◆ **Data records**:
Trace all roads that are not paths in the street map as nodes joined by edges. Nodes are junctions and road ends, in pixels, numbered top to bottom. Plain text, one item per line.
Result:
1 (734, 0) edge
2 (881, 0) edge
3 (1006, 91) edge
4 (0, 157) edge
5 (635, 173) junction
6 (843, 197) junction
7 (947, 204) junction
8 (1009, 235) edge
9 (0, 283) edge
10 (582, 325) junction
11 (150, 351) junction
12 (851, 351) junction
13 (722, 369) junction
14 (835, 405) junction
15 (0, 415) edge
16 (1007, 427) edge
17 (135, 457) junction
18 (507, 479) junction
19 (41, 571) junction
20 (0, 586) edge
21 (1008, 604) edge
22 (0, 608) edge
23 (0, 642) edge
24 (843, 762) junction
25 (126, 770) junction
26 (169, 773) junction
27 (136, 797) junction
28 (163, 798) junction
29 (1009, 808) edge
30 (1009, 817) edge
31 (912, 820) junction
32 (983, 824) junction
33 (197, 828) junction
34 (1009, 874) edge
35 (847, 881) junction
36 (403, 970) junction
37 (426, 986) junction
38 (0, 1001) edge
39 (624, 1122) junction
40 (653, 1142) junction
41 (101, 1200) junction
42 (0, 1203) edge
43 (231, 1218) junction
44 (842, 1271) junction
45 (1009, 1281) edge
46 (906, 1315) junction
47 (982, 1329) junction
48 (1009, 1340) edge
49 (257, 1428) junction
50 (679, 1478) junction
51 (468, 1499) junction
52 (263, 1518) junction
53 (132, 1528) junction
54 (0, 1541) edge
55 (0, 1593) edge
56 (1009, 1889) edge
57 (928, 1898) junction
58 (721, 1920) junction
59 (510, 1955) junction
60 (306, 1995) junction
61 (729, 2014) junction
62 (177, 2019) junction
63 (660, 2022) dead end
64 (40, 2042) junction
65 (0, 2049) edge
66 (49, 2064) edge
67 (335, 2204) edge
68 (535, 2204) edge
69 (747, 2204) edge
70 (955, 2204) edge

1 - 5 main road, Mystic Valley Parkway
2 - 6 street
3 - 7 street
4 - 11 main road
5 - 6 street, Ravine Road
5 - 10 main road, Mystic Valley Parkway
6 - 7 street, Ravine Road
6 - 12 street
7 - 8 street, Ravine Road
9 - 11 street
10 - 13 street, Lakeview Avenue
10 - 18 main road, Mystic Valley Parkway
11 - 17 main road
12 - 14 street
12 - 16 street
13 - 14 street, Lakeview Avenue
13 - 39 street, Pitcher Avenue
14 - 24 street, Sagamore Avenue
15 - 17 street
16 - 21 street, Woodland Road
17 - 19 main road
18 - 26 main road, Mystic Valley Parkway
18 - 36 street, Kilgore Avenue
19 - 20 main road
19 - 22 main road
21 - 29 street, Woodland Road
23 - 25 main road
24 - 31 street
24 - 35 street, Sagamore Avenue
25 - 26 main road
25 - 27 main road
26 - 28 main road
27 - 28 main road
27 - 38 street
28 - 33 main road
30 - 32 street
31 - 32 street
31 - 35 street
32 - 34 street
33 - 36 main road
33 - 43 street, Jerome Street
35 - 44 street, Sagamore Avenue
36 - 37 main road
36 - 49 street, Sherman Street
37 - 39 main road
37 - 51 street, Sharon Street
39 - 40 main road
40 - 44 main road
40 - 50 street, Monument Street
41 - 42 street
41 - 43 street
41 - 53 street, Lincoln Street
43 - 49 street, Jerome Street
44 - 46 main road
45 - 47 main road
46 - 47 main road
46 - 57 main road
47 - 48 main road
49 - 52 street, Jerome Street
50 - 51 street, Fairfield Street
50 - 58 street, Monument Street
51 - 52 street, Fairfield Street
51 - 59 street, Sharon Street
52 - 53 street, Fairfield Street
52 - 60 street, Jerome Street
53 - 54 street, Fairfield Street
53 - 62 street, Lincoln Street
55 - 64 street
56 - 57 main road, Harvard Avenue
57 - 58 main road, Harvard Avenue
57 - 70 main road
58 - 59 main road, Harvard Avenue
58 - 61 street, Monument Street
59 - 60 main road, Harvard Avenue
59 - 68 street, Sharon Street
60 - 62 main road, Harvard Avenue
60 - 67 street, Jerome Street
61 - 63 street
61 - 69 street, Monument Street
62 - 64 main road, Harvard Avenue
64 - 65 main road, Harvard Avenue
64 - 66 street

◆ **Directions**:
In the listing above, find each line where "Valley" occurs and copy it.

◆ **Reply to the exercise**:
1 - 5 main road, Mystic Valley Parkway
5 - 10 main road, Mystic Valley Parkway
10 - 18 main road, Mystic Valley Parkway
18 - 26 main road, Mystic Valley Parkway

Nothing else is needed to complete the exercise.